Human brain cells grown on a chip have demonstrated the ability to play the classic video game Doom, marking a significant step forward in the development of biological computing. While the performance is rudimentary compared to human players, this experiment illustrates the potential for living neural systems to tackle complex, real-time tasks – a capability that could pave the way for applications like controlling robotic limbs.
From Pong to First-Person Shooters: Rapid Progress in Bio-Computing
The breakthrough builds on earlier work by Cortical Labs, an Australian company that previously taught neuron-powered chips to play Pong in 2021. The current experiment leveraged a newly developed Python interface, making it far easier to program these “biological computers.” An independent developer, Sean Cole, successfully trained the chips to play Doom within a week, showcasing how accessible this technology is becoming.
According to Brett Kagan of Cortical Labs, the speed of this development is striking: “Unlike the Pong work that took years, this demonstration was done in days by someone with little direct biology expertise.” This accessibility, combined with the chips’ ability to learn faster than traditional silicon-based systems, is what makes the progress so exciting.
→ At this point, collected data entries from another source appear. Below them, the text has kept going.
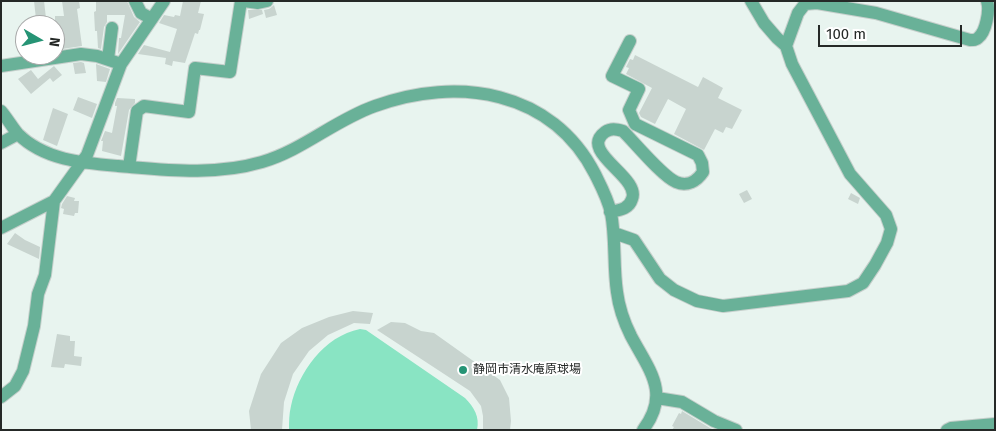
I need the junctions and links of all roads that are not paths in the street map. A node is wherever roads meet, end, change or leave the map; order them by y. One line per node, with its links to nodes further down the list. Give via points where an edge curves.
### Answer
1 (135, 1): 7 (street, via 141,13)
2 (164, 1): 7 (street)
3 (242, 1): 4 (street); 18 (street, via 230,72 195,68 189,112 144,106 137,111)
4 (267, 1)
5 (751, 1): 10 (street, via 764,23)
6 (987, 1): 10 (street, via 989,6 982,33 977,39 970,40 876,13 818,3 805,4 798,13)
7 (152, 19): 12 (street)
8 (112, 28): 11 (street)
9 (630, 41): 20 (street, via 612,76 639,89 629,110 635,124 698,156 702,172 694,182 677,183 623,131 608,130 599,141 600,151 632,186 634,196 624,209)
10 (786, 46): 22 (street, via 792,64 850,174 886,215 891,229 887,243 863,283 848,291 733,305 697,301 660,279 634,240)
11 (108, 59): 12 (street); 13 (street, via 81,54)
12 (122, 64): 17 (street)
13 (1, 66)
14 (1, 111): 15 (street)
15 (18, 134): 16 (street); 17 (street, via 56,157)
16 (1, 143)
17 (82, 163): 18 (street); 19 (street)
18 (129, 167): 20 (street, via 192,172 248,165 290,152 354,114 392,101 430,93 475,92 518,103 560,128 589,162)
19 (54, 201): 21 (street); 23 (street, via 45,275 38,294 23,371 14,386)
20 (610, 212): 22 (street)
21 (1, 228)
22 (614, 233): 24 (street, via 616,291 620,310 652,372)
23 (1, 397)
24 (657, 398): 26 (street, via 656,409); 27 (street, via 682,402 714,422)
25 (995, 424): 28 (street)
26 (643, 430)
27 (736, 430)
28 (947, 430)

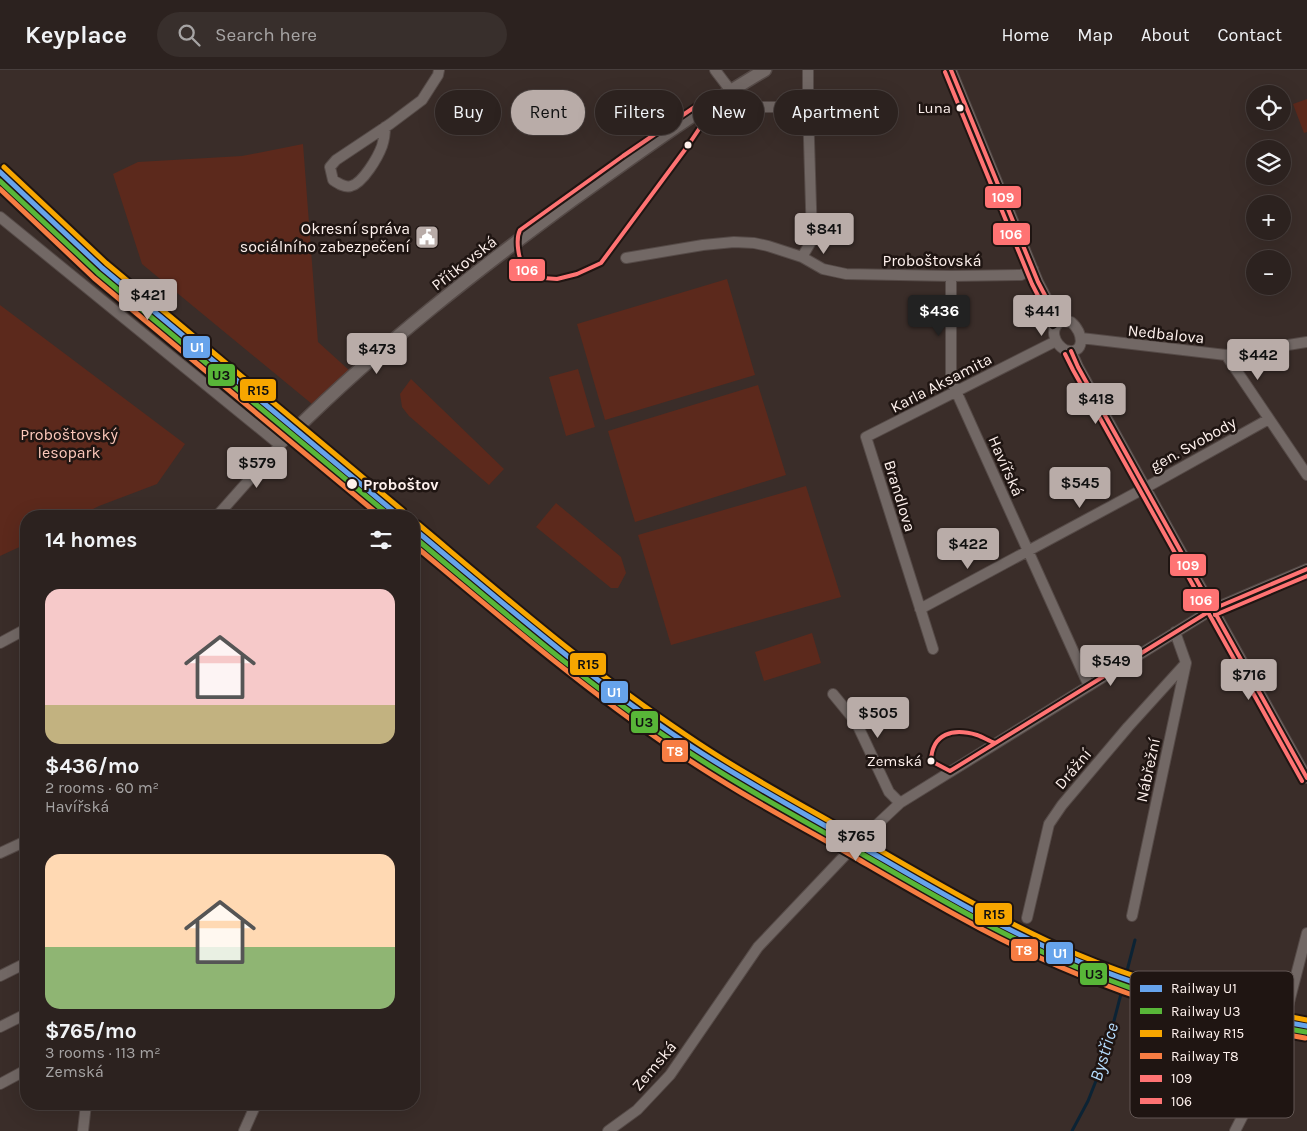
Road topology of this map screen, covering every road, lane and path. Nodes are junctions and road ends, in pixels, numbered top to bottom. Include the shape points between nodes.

How Does It Work? A Biological Processor
The chips consist of over 800,000 living brain cells grown on microelectrode arrays, allowing for the transmission and reception of electrical signals. These neurons process information in a manner distinct from silicon-based computers, though researchers emphasize that the comparison to human brains is misleading. The biological component is not about replicating human intelligence, but rather leveraging a unique material for information processing.
The Limits and Future of Biological Computing
The current Doom -playing chip uses fewer neurons than the Pong version, yet performs better than random input. However, the performance remains far below that of skilled human players. A key question remains: how do these neurons “know” what is expected of them without sensory input like eyes?
Despite these unknowns, experts believe this advancement is a major step toward real-world applications. Yoshikatsu Hayashi of the University of Reading suggests controlling robotic arms with biological computers is now significantly closer. Doom, in this context, serves as a complex simulation of real-time decision-making, a skill essential for controlling a prosthetic limb or other advanced robotics.
“What’s exciting is not just that a biological system can play Doom, but that it can cope with complexity, uncertainty, and real-time decision-making,” says Andrew Adamatzky of the University of the West of England.
The ability of biological systems to handle such challenges brings us closer to the future of hybrid computing, where living neural networks could tackle problems silicon alone struggles with. This research highlights a shift in how we view computation: moving beyond traditional digital architectures to explore the potential of biological materials as powerful, adaptable processing units.